Mainero: Autopsy data show that the prevalence of cortical lesions increases with the duration of disease. MRI studies, however, show cortical atrophy even in the earliest stages of the disease. Whether cortical lesions and cortical atrophy reflect two different aspects of the same degenerative process, or have different biological substrates (primary vs. secondary to WM damage), has not yet been clarified. Few studies have examined this question, and have led to contrasting results. The use of 7T MRI may allow us to identify cortical lesions in the earlier stages of MS. We are currently investigating the relationship between the different types of cortical lesions detected at 7T and cortical thickness measures in the same sample of patients with MS.
AAN.com: Why are the studies done in routine clinical practice using 1.5T and 3T magnets relatively insensitive to the presence of GM plaques?
Mainero: Standard MRI techniques are relatively insensitive to cortical plaques because the lesions are small and there is low contrast between the plaques and the surrounding normal cortex. Compared with standard 3T scanners, ultra-high field systems (7T to 9.4T) allow a two- to three-fold improvement in image signal-to-noise ratio (SNR). Advances in multichannel radiofrequency (RF) technology provide an additional two- to six-fold improvement in SNR, with the greatest gains in the cortex. The high-resolution images acquired at 7T enable us to characterize specific lesion locations inside the cortical ribbon, as is done for histopathologic lesion typing, and to significantly reduce partial volume effects, especially in areas adjacent to the cerebrospinal fluid (CSF). The use of double-inversion recovery (DIR) sequences in lower field strength scanners has improved the detection of cortical lesions, but clear differentiation between leukocortical, intracortical, and subpial pathology has not been possible. Of course, it is possible that the combination of the higher SNR at 7T with DIR methods may increase cortical lesion conspicuity even more, once technical issues are addressed at such high field strength.
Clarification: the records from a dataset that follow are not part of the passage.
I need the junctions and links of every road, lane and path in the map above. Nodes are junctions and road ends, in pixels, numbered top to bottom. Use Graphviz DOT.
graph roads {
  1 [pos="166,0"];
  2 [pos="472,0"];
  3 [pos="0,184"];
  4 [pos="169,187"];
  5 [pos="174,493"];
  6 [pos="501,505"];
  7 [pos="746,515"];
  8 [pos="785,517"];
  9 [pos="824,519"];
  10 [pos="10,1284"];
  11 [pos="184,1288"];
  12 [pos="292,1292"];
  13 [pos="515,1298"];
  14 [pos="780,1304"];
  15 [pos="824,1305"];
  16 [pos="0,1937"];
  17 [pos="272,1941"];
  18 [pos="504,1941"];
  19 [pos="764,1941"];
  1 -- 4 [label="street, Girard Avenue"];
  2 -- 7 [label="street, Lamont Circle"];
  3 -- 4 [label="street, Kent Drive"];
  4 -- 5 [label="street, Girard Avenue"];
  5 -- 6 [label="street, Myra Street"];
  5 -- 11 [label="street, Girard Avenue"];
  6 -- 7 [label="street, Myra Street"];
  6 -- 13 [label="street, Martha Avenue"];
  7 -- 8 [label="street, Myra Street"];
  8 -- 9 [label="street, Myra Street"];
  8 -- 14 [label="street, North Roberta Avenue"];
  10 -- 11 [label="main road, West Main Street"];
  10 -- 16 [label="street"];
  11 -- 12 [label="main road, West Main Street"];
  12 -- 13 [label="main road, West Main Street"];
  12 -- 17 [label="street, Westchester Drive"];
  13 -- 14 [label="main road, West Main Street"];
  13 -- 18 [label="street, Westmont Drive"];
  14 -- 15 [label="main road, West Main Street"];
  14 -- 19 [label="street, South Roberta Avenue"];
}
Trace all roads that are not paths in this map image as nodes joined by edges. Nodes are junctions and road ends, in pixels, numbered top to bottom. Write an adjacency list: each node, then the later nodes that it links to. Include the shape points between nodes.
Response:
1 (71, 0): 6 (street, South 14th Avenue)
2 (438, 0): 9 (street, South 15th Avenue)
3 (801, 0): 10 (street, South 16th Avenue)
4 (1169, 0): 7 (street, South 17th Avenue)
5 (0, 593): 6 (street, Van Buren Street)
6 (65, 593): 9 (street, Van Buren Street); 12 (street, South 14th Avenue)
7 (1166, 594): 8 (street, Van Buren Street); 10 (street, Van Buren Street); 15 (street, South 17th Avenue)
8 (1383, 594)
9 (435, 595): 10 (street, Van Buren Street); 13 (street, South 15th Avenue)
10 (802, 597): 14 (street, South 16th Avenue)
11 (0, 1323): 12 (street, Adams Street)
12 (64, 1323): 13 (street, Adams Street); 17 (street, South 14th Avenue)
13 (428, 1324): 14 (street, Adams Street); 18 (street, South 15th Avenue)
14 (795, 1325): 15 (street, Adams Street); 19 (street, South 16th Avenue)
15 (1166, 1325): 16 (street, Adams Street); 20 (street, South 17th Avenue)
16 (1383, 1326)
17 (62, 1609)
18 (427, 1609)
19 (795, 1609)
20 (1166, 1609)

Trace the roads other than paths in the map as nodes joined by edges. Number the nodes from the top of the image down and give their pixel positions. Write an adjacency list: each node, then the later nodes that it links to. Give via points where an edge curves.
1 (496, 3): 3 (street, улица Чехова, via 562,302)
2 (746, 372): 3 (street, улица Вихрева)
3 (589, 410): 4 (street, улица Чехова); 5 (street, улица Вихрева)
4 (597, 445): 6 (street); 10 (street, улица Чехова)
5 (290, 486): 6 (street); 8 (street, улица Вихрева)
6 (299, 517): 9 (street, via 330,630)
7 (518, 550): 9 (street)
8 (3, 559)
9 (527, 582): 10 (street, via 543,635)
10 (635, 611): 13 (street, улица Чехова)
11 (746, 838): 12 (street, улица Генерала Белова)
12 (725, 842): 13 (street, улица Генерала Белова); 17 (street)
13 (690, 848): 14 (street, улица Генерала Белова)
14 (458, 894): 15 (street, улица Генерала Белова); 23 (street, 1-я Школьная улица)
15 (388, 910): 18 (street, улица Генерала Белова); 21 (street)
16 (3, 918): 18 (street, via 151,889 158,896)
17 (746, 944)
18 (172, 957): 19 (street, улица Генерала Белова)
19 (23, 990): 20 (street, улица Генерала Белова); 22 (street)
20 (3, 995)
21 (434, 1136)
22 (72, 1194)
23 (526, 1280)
AAN.com: How can 7T MRI help us address questions unresolved with standard imaging techniques or scanners?
Mainero: Our study shows that ultra-high field 7T MRI can visualize the cortical structure in great detail and assess and quantify cortical MS pathology, including subpial disease, in vivo. While neuropathology is still the "gold standard," in vivo studies can be repeated over time and allow whole brain assessment and quantification of cortical lesions and atrophy. They can be used to study the association of GM and WM pathologies and to evaluate the impact of cortical lesions on clinical outcome. We are planning to extend our MR studies to ex-vivo MS brain tissue samples to understand the relationship between the histological and MRI properties of cortical lesions in MS, and to determine in which conditions MRI is a valid surrogate marker for pathologically visible cortical disease.
AAN.com: What are the implications of your findings for clinical neurologists?
Mainero: The development and application of imaging tools able to reliably detect cortical MS lesions will allow us to evaluate the impact of such lesions on disease outcome, providing a more sensitive and early marker of disease progression than other MR measures of GM involvement, including cortical atrophy. Understanding cortical lesion patterns can provide more information about differences in disease between individuals, enabling a more accurate characterization of the different MS phenotypes. This could be useful to direct future phenotype-genotype correlations, for evaluating the therapeutic response to specific treatment, and could potentially facilitate development of novel therapeutic approaches.
Dr. Mainero has nothing to disclose.
Dr. Merino performed a one-time consultation with staff from Bell, Falla and Associates.